Mendelson : Relu et approuvé

Mendelson s’essaye à la reprise. Un art difficile mais élégant quand il est réussi. Ce qui est le cas ici : de véritables réinterprétations de morceaux soigneusement choisis.

Jacques Vincent  • 5 avril 2017 abonné·es
Mendelson : Relu et approuvé
© photo : Fanchon Bilbille

Finalement, l’heure de la reprise a sonné. Au-delà de la plaisanterie, il faut souligner, dans le domaine qui nous occupe, un regain d’intérêt pour un exercice qui avait pratiquement disparu avec le temps. Comme si les nouvelles générations, au moins depuis les années 1990, très en phase avec l’arrogance de leur époque, méprisaient une pratique qui tient à la fois de la déclaration de filiation et du geste d’apprentissage.

On remarquera d’ailleurs que le retour actuel est essentiellement le fait des vétérans. Dylan s’y adonne avec un activisme et une constance qui lui sont propres. Les Stones eux-mêmes, comme renouant avec leur jeunesse, viennent, avec Blue and Lonesome, entièrement constitué de reprises de blues, de donner leur meilleur album depuis plus de quarante ans.

Et voici que Mendelson s’engage à son tour dans cette voie. Ce qui étonne encore plus, tant le groupe nous a habitués à se distinguer par un ton, une vision, un regard sur la vie et une façon toute personnelle de l’exprimer dans une totale liberté des formes. L’étonnement est de courte durée. On aura vite compris que tout tient dans la manière de faire, et que cette manière est, comme toujours, personnelle et singulière.

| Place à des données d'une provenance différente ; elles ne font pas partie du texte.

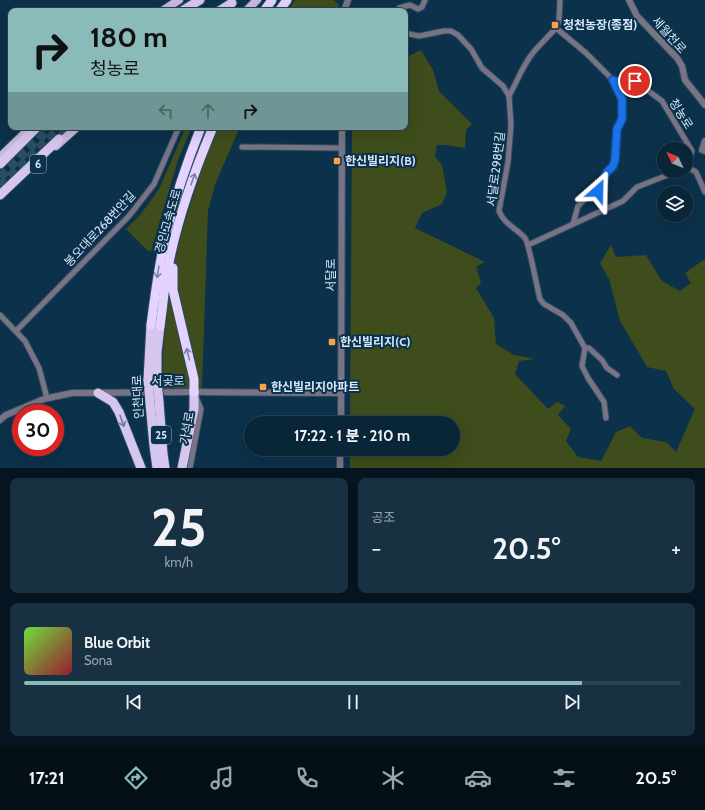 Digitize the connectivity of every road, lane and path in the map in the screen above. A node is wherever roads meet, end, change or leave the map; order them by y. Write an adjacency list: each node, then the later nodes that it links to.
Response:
1 (179, 0): 9 (main road)
2 (200, 0): 10 (highway)
3 (205, 0): 11 (highway)
4 (257, 0): 13 (main road)
5 (425, 0): 14 (street)
6 (560, 0): 15 (street)
7 (629, 0): 19 (street, 세월천로)
8 (232, 3): 12 (highway)
9 (169, 8)
10 (187, 8)
11 (193, 8)
12 (224, 8)
13 (249, 8)
14 (399, 8)
15 (556, 28): 17 (street); 18 (street)
16 (408, 34): 18 (street)
17 (613, 80): 29 (street, 청농로); 41 (street)
18 (509, 96): 43 (street, 서달로298번길)
19 (705, 105)
20 (28, 130): 34 (main road)
21 (33, 130): 35 (highway)
22 (74, 130): 40 (main road, 6)
23 (178, 130): 46 (street, 봉오대로268번안길)
24 (200, 130): 45 (highway, 경인고속도로, one-way to 45)
25 (212, 130): 42 (highway, 경인고속도로, one-way to 25)
26 (342, 130): 31 (street, 서달로)
27 (59, 139): 39 (highway)
28 (705, 141): 32 (street)
29 (687, 142)
30 (242, 146): 31 (street)
31 (342, 148): 51 (street, 서달로)
32 (703, 150): 33 (street)
33 (693, 151)
34 (0, 157)
35 (0, 164)
36 (693, 170): 38 (street)
37 (660, 178): 41 (street)
38 (705, 192)
39 (0, 195)
40 (0, 201)
41 (573, 224): 43 (street)
42 (175, 236): 45 (highway, 경인고속도로); 49 (highway, one-way to 42)
43 (528, 245): 47 (street, 서달로298번길)
44 (0, 315): 46 (street)
45 (156, 325): 53 (highway, 인천대로, bridge)
46 (16, 331): 52 (street)
47 (585, 348): 48 (street, 서달로298번길); 55 (street)
48 (617, 375)
49 (194, 392): 50 (street, 서곶로); 51 (street, 서곶로); 61 (highway); 62 (street, 가석로)
50 (98, 393): 52 (street, 서곶로); 58 (highway, one-way to 58)
51 (342, 393): 54 (street, 서달로)
52 (47, 398): 56 (street, 서곶로)
53 (155, 402): 59 (highway, 인천대로 / 25); 60 (highway, 인천대로 / 25)
54 (341, 416)
55 (606, 418)
56 (0, 420)
57 (340, 456): 63 (street)
58 (141, 468)
59 (157, 468)
60 (165, 468)
61 (182, 468)
62 (190, 468)
63 (340, 468)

Un coup d’œil sur la liste des titres suffit à le laisser deviner. « Les Peuples », « La Nausée », « La Guerre »… Tous construits selon le même mode : article et nom commun. Bien dans la manière de Pascal Bouaziz, qui préside aux destinées du groupe depuis le début. Moins une série de reprises, donc, que d’adaptations. En français, on l’aura compris.

Difficile de rattacher d’emblée un des titres à l’un des auteurs de la version originale, Leonard Cohen, Sonic Youth, les Jam ou les Stooges. Si certaines versions restent proches de l’original, d’autres s’autorisent quelques aménagements tout en se gardant de jamais trahir l’esprit. À l’exemple d’« Inner City Blues » de Marvin Gaye, dénué des arrangements satinés de Tamla-Motown, devenu « La Carrière » et qui tourne autour de cette lancinante question : « Ils font tous carrière/Est-ce que c’est une vie ? »

Pas besoin en revanche d’attendre longtemps pour identifier « La Guerre ». L’intro ne laisse aucun doute. Les premiers mots encore moins : « L’année 2015 OK/Il y a la guerre dans le monde entier/Une année vide de plus pour nous/Une année de plus avec rien à foutre. » Reprise du « 1969 » des Stooges, revisité par un narrateur qui n’a pas 22 ans mais 41, et dans laquelle le dégoût le dispute à l’ennui. Pas d’explosion de pédale wah-wah, aucune rage, aucun cri. Symptomatique de l’approche qui a présidé à ces reprises qu’il faudrait plutôt appeler réinterprétations.

Même chose pour « Les Héritiers », qui convoque Pierre Bourdieu pour cette chanson de Lou Reed figurant sur l’album « Berlin » en 1973. « Les héritiers de ce monde souvent rêvent de suicide/Pendant que les pauvres souvent rêvent d’une seconde vie. » « Les Héritiers » retrouve toute l’atmosphère tragique et funèbre de « Men Of Good Fortune ».

Aucune faute de goût dans le choix des morceaux, ni dans la façon de les faire siens. Finalement, deux fils rouges donnent sa cohérence à cette collection de chansons qui pourrait paraître éparse. La première est la voix désenchantée de Pascal Bouaziz, la seconde est qu’elle constitue une suite de regards lucides sur le monde. C’est d’ailleurs ce qui justifie son titre, Sciences politiques, emprunté à Randy Newman. Enfin, malgré la diversité des auteurs, c’est bien Mendelson que l’on entend tout au long du disque. C’est aussi ce qui le rend remarquablement réussi.

Sciences politiques, Mendelson, Ici d’ailleurs.